2 comments July 31st, 2010 Headsman

Border-related violence and crime due to illegal immigration are critically important issues to the people of our state, to my Administration and to me, as your Governor and as a citizen.

Statement (pdf) by Arizona Gov. Jan Brewer on signing the anti-immigration law, which went into effect July 29, 2010

Some stories are just plain classics.

In February 1903, two Mexicans shot up Goddard Station stagecoach stop, for motivations that were never plain. (There was no robbery, but it might have been revenge.)

The shooters got away, but law enforcement soon enough decided that a couple of railroad workers on the Mexican side of the border matched their description, and contrived to lure them into Arizona where they could be arrested.

Hilario Hidalgo and Francisco Renteria, were put on trial for their lives in Prescott, Ariz., in June 1903, where they were doomed to hang on the strength of eyewitness testimony and thirty minutes of the jurymen’s time. Appeals forbidden, the sentence was executed on this date — not six months after the crime.

With feelings of profound regret and sorrow, I hereby invite you to attend and witness the private and decent and humane execution of two human beings, namely: Richard Roe and John Doe. Crime — Murder.

Said men will be executed on July 31, 1903 at 12 noon.

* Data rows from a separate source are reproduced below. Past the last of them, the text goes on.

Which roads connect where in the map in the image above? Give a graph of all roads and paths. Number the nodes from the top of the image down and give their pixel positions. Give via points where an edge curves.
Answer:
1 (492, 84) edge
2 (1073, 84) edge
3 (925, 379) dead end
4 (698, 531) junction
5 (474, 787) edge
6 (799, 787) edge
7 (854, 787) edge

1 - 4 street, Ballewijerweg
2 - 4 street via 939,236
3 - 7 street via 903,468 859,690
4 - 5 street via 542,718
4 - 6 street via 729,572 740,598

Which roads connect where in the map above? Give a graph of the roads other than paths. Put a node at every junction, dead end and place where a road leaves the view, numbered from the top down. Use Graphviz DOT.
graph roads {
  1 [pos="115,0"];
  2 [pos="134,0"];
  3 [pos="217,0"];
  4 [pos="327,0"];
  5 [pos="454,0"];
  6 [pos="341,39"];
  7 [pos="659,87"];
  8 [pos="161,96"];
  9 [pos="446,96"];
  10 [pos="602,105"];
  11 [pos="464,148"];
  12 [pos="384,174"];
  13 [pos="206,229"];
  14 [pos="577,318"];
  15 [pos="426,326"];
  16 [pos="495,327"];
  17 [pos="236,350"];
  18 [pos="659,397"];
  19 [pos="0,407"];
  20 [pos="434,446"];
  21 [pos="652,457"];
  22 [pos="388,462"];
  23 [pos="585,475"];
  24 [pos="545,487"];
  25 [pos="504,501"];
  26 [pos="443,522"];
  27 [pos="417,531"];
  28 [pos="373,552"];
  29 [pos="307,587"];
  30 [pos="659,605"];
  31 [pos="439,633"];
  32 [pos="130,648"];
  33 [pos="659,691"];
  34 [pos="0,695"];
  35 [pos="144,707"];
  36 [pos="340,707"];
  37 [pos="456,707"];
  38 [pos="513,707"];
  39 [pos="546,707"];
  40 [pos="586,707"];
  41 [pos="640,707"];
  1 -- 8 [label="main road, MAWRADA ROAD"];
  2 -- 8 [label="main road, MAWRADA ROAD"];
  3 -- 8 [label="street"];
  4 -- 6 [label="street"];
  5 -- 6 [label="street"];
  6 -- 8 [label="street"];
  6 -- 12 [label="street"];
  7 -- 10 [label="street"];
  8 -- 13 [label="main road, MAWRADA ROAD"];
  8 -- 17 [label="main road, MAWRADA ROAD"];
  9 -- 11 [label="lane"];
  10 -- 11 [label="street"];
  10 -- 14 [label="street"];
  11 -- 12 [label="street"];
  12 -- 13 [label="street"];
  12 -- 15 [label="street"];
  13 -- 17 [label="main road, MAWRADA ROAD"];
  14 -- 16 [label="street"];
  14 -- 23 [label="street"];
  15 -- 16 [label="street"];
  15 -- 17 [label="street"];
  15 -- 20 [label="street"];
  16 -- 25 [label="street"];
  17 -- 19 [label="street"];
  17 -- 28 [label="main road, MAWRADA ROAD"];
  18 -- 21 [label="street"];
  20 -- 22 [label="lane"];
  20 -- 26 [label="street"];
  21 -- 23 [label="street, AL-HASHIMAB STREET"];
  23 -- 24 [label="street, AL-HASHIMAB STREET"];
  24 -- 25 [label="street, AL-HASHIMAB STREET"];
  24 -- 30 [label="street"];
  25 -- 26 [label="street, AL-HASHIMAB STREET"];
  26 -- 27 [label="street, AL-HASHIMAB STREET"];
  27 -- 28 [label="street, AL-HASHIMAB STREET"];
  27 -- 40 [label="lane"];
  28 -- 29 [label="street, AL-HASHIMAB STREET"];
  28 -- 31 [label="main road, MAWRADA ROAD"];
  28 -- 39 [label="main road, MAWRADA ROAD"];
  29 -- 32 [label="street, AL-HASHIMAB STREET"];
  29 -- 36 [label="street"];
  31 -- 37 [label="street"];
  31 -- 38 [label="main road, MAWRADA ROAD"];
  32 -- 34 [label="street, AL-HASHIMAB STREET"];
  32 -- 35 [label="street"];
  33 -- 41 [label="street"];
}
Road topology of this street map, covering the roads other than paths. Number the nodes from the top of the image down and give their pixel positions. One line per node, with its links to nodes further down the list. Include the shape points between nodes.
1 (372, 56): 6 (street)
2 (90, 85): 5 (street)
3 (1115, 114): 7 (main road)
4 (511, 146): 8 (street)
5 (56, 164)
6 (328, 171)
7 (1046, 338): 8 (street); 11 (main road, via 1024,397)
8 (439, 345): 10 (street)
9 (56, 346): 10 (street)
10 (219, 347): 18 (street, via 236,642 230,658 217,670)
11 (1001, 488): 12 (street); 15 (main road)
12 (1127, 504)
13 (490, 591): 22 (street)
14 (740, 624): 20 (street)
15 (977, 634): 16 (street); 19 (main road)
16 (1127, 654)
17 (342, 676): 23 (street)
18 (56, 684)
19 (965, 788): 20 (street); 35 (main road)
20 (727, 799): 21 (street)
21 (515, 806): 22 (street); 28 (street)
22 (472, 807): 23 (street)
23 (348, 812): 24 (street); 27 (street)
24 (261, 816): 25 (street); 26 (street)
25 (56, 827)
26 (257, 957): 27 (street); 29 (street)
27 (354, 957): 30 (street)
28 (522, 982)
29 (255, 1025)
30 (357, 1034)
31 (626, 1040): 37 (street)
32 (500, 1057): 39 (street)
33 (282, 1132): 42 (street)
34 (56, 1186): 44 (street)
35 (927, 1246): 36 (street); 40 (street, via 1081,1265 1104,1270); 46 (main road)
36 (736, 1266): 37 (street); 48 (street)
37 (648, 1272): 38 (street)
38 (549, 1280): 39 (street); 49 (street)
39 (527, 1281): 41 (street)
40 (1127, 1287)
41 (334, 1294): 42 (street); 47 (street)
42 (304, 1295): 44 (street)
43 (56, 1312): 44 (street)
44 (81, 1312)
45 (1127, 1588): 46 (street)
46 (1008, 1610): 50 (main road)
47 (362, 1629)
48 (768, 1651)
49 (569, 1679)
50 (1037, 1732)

You are expected to deport yourself in a respectful manner and any flippant or unseemly language or conduct on your part will not be allowed. Conduct on anyone’s part bordering on ribaldry and tending to mar the solemnity of the occasion will not be tolerated.

-Sheriff’s invitation to the hanging, quoted in Frontier Justice in the Wild West: Bungled, Bizarre, and Fascinating Executions

The men cracked wise at the reading of their death warrant — “I have heard that repeated so often that if it was a song I would sing it to you,” reported the Los Angeles Times (Aug. 1, 1903) — and with “perfect nerve” checked out, calling only “Adios! Adios!” from the scaffold.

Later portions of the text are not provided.